In virtual desktop configurations (where many guest Windows installations reside on a virtualization stack and users connect to them via thin clients or RDP protocol apps), administrators are likely familiar with the variety of scripts used to tweak Windows 7 to make it a performant guest in a Virtual Desktop Infrastructure (VDI). The scripts were designed to reduce the unnecessary IO load on the disk subsystem of the VDI host(s) as well as reduce CPU usage (except when needed of course). These scripts made significant changes to the operating system and were supported to varying degrees by vendors, OEMs, and Microsoft.
In Windows 10, people I think are finding that this method of modifying the system wholesale is causing problems along with the solution. Either parts of the script do not work as intended/at all or, in some cases, the steps followed in the script cause the SYSPREP utility to outright fail to generalize the Windows instance for later capture.
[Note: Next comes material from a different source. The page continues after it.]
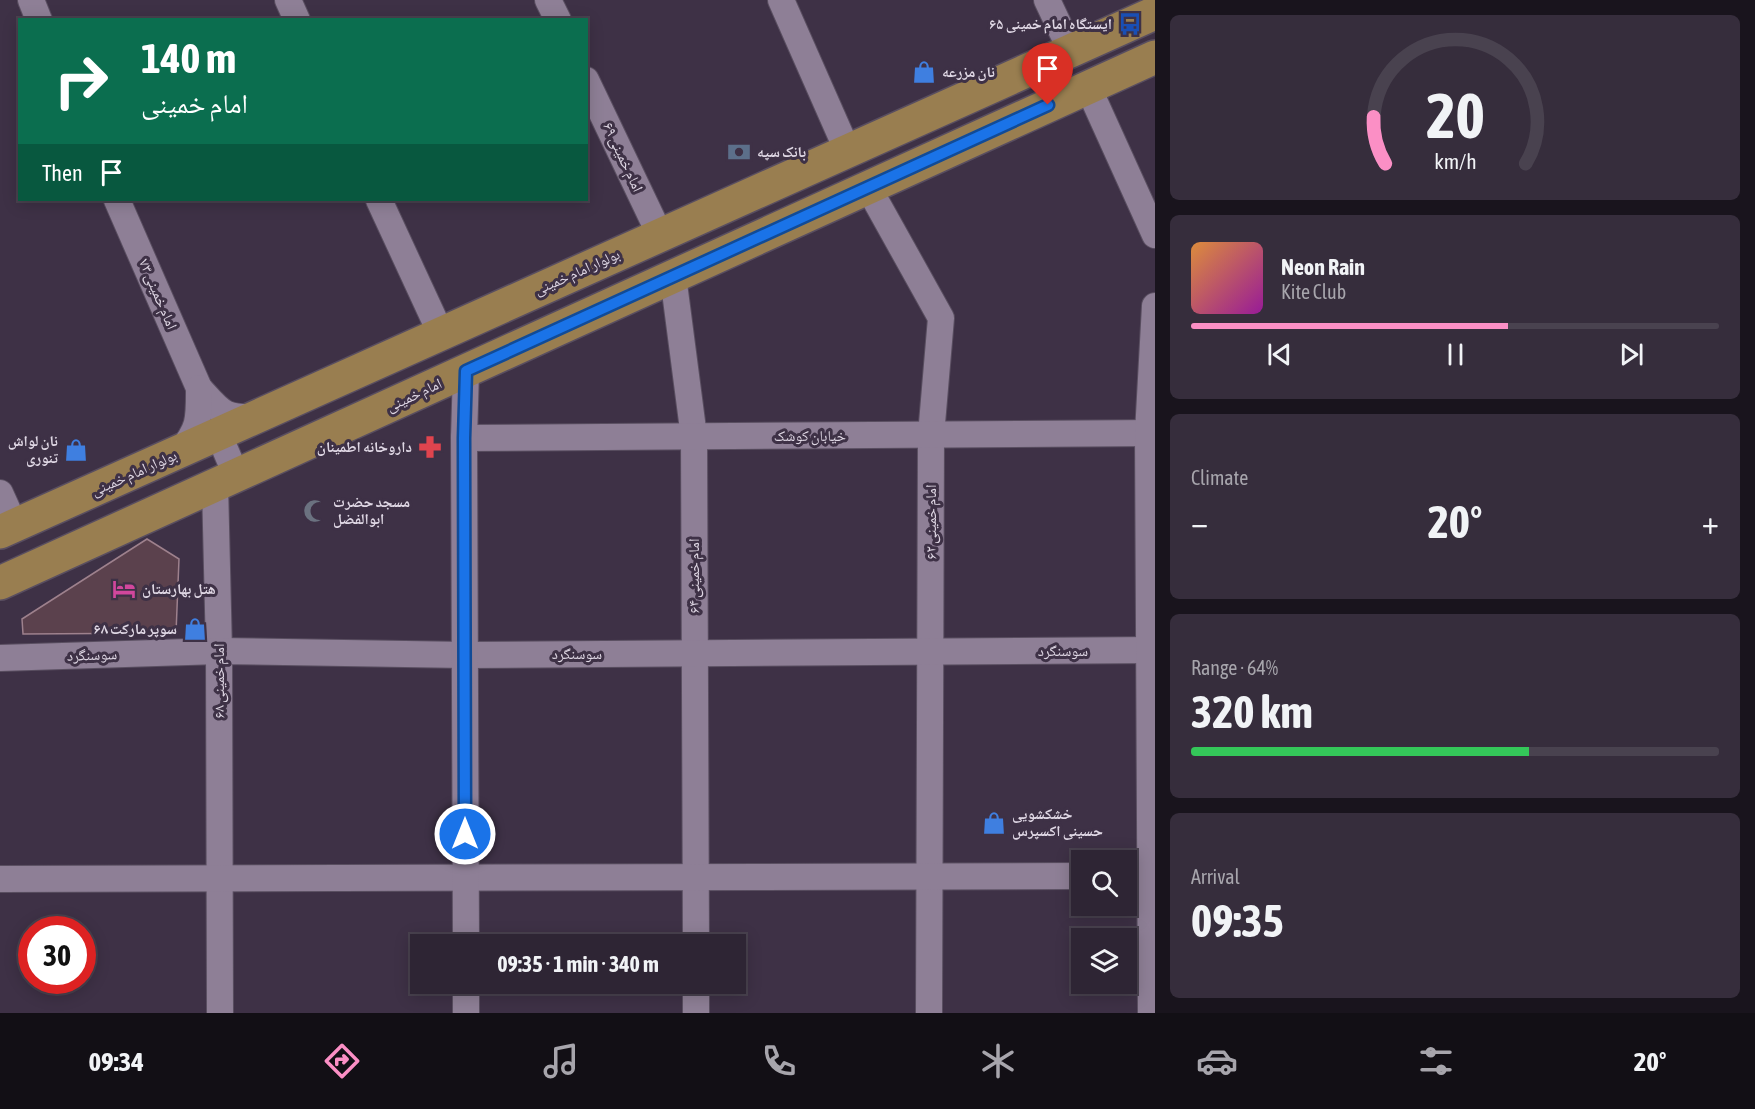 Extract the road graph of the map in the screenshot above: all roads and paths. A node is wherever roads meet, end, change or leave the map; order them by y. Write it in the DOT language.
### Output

User Experience Virtualization (UE-V) is an offering Microsoft has to help with this. Essentially, the desired outcome of all this configuration is that users have an expected configuration of Windows at login. Great! UE-V can have some of the user-based settings roam instead of forcing them all to be baked into the image where they are now causing problems. Those who are still going down the old path for Windows 10 will find that WaaS changes are causing them issues. It is a change of mindset to use Windows 10 in the enterprise. More talk about this in chapter 9, advanced configuration.